Am Ende wurde abgestimmt und die große Mehrheit der etwa 60 nach Torgau gekommenen Abgeordneten stimmte für den Erhalt des Status quo mit zwei Seniorenbeauftragten. Allerdings gab es auch neun Gegenstimmen und vier Enthaltungen.

Gewinn gemacht hat im vergangenen Jahr der Eigenbetrieb Bildungsstätten des Landkreises Nordsachsen – und die Summe soll im Unternehmen belassen werden. Dem stimmten nun auch die Kreisräte zu. Konkret wurde ein Gewinn von knapp 278 000 Euro erzielt – bei Erträgen in Höhe von rund 5,2 Millionen Euro und Aufwendungen von etwa 4,92 Millionen Euro. Ein Jahr zuvor gab es übrigens einen Gewinn in Höhe von 196 000 Euro. Zum Eigenbetrieb Bildungsstätten zählen unter anderem die Volkshochschule Nordsachsen, die im vergangenen Jahr 14 642 Bürgerinnen und Bürger in 1362 Kursen begrüßte, das Schullandheim Reibitz, das 7819 Übernachtungen und 5147 angereiste Besucher registrierte, und die Sternwarte Nordsachsen, an der im vergangenen Jahr 413 Veranstaltungen mit 8641 Besuchern stattfanden. Die Angebote der Kreismusikschule „Heinrich Schütz“ nahmen laut den im Kreistag vorgelegten Unterlagen 9226 Teilnehmer in Anspruch.

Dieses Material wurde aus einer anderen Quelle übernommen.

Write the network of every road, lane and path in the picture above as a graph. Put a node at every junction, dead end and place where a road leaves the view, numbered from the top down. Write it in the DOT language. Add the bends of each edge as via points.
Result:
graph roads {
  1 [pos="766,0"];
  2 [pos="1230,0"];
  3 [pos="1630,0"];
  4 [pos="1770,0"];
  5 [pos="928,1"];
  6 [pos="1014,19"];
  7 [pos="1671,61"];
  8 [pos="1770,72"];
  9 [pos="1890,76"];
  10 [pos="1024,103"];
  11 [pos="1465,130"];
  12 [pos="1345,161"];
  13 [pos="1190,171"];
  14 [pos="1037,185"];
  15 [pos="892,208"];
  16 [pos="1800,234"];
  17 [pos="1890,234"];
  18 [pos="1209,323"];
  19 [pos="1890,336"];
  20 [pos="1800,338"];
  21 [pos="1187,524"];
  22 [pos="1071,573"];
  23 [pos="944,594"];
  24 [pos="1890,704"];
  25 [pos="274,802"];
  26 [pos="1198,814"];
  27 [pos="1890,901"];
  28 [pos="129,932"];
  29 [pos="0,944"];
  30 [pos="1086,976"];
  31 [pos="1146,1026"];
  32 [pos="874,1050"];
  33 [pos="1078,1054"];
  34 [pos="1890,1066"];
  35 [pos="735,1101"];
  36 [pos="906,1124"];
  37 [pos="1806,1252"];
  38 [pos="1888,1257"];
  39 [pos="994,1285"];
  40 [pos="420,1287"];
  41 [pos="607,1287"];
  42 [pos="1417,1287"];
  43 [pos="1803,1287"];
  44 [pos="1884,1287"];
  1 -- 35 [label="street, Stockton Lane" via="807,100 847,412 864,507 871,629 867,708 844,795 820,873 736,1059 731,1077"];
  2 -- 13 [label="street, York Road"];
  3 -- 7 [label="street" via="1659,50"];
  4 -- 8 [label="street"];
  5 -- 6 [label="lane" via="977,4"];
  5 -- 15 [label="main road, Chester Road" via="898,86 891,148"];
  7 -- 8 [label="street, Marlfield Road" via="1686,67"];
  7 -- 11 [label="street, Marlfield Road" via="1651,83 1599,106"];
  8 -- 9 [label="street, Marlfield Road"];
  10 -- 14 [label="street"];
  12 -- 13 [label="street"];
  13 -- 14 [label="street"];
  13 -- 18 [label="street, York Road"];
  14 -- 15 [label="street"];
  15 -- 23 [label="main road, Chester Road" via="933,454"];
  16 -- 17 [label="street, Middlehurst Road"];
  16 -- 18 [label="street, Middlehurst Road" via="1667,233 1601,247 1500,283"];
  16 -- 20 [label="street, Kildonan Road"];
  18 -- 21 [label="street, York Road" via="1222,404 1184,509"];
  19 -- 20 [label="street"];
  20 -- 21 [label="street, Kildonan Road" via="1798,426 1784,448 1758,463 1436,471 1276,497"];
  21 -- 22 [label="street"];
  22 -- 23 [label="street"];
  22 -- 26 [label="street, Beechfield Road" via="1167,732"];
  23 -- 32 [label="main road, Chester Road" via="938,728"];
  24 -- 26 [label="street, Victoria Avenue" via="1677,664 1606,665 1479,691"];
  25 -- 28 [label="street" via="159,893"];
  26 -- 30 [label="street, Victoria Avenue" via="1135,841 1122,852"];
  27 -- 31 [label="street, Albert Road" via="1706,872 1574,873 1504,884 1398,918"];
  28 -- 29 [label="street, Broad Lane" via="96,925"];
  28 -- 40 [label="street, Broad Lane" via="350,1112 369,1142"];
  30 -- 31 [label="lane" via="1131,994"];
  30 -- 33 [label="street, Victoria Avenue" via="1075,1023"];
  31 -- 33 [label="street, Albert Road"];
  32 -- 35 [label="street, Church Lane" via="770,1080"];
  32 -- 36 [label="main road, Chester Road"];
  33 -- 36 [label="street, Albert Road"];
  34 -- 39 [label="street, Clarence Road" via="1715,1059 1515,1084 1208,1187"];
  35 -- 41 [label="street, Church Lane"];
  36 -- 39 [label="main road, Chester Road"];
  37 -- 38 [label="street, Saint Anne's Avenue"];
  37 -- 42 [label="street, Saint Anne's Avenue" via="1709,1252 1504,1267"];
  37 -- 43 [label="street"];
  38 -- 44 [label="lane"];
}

Neue Schöffen: 34 Frauen und Männer stehen auf der Vorschlagsliste des Landkreises Nordsachsen für die Wahl der ehrenamtlichen Richter am Verwaltungsgericht Leipzig für die Amtsperiode 2019 bis 2023. Und diese Liste wurde nun vom Kreistag bestätigt. Die ehrenamtlichen Richter sollen gemeinsam mit den Berufsrichtern Streitfälle des öffentlichen Lebens entscheiden, also unter anderem in Fragen des Bau-, Asyl-, Polizei- und Vermögensrechts.

Kurz angesprochen wurde im Kreistag auch eine neue Abfall-App. Wie Landrat Kai Emanuel erklärte, soll diese Anfang November im entsprechenden Kreistags-Ausschuss vorgestellt werden. Und der Landrat warf schon einen saloppen Blick voraus auf die App: „Dann macht es pling, und es steht da: ,Bitte stellen Sie morgen Ihre Tonne raus!“.